16. The method for ventilating a long life vehicle of claim 15, wherein the step of providing a rear vent further comprises:

said rear vent being at an upper rear corner of the long life vehicle on a side opposite that of an exhaust of the long life vehicle.

17. The method for ventilating a long life vehicle of claim 14, wherein the step of providing a forward vent further comprises:

providing a plenum for temporarily pooling or collecting air, said plenum receiving air transmitted from said rear vent.

18. The method for ventilating a long life vehicle of claim 17, wherein the step of providing a forward vent further comprises:

said plenum having at least one louver, said louver allowing gross redirection of air flow exiting said ventilation outlet, said louver having a grill, said grill allowing finer redirection of air flow exiting said ventilation outlet.

19. The method for ventilating a long life vehicle of claim 14, wherein the step of pumping air from said rear vent further comprises:

pumping said air by means of a squirrel cage fan, said squirrel cage fan having one speed and being controlled by voltage such that a lower voltage reduces said speed of said fan and a higher voltage increases said speed of said fan.

20. The method for ventilating a long life vehicle of claim 14, wherein the step of transmitting said pumped air to said forward vent further comprises:

transmitting said pumped air by a duct, said duct in the form of a straight rectangular tube.

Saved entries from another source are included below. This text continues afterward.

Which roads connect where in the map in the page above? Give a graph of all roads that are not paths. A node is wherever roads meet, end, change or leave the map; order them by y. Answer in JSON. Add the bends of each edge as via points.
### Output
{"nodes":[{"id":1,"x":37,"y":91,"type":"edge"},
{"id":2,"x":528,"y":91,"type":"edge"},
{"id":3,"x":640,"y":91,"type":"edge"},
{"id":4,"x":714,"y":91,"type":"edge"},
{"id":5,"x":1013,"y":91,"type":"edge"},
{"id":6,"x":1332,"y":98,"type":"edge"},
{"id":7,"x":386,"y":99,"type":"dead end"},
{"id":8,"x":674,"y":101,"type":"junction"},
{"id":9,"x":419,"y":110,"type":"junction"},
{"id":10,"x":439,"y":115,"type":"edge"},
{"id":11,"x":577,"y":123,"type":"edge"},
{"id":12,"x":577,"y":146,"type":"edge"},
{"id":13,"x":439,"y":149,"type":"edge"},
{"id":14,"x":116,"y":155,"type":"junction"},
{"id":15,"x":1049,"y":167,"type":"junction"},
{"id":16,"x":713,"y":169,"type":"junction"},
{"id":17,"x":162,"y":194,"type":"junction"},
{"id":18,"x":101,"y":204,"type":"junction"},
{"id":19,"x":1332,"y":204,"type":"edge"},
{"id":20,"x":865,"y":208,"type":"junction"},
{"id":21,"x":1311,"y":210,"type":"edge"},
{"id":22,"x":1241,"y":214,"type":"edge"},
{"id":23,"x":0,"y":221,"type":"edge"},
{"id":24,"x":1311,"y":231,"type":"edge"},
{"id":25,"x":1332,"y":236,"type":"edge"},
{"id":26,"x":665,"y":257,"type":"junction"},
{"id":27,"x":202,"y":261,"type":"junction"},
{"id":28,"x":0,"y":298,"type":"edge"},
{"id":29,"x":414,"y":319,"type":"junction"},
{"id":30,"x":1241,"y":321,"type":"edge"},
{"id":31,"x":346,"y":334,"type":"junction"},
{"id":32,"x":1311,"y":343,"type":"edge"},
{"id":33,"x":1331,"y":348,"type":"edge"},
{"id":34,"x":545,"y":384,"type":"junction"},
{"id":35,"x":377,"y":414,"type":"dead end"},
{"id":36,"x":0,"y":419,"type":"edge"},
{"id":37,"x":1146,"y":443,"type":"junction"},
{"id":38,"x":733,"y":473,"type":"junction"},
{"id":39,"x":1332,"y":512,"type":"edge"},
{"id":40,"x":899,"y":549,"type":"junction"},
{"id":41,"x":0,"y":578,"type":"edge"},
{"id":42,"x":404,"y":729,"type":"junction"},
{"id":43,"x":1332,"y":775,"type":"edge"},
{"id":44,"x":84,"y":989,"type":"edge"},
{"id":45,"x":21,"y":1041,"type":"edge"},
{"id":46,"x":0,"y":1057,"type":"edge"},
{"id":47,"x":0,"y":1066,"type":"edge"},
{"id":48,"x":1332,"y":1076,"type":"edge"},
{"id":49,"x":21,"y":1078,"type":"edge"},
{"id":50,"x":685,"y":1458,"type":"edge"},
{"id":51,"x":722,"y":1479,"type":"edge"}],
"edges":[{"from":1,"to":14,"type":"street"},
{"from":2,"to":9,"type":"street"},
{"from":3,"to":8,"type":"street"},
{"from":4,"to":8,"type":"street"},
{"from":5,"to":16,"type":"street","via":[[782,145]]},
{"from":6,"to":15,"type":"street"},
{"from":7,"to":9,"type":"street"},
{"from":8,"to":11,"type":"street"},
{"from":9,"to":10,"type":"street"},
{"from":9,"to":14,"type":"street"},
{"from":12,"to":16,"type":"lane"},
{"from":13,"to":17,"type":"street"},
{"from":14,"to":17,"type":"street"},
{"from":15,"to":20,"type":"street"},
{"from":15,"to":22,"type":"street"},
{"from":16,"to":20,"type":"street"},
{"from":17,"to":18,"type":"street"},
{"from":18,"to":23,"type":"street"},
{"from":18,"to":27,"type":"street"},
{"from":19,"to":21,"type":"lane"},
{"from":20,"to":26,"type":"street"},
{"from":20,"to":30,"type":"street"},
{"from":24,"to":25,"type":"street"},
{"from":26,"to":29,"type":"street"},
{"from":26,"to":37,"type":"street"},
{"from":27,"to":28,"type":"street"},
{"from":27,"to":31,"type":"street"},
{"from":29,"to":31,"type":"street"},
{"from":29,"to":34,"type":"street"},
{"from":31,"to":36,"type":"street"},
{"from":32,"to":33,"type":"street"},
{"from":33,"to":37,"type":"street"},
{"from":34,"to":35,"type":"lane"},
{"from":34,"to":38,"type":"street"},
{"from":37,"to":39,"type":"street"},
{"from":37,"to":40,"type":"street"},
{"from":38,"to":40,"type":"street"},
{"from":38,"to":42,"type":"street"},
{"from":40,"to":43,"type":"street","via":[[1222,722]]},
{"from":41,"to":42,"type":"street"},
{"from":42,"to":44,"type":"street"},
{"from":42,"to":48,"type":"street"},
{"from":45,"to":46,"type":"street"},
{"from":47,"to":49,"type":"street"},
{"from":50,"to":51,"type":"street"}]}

21. A ventilation system for a long life vehicle or the like, comprising:

vent means for permitting air flow through a side panel of the long life vehicle;

air movement means for moving air away from said vent means, said air movement means coupled to said vent means;

duct means for conducting air away from said air movement means, said duct means in communication with said air movement means; and

exhaust means for discharging air from said duct means, said exhaust means coupled to said duct means; whereby

air ambient said vent means may be transmitted to said exhaust means to increase air circulation adjacent said exhaust means, said air ambient said vent means being generally cooler and fresher than other air generally ambient said exhaust means.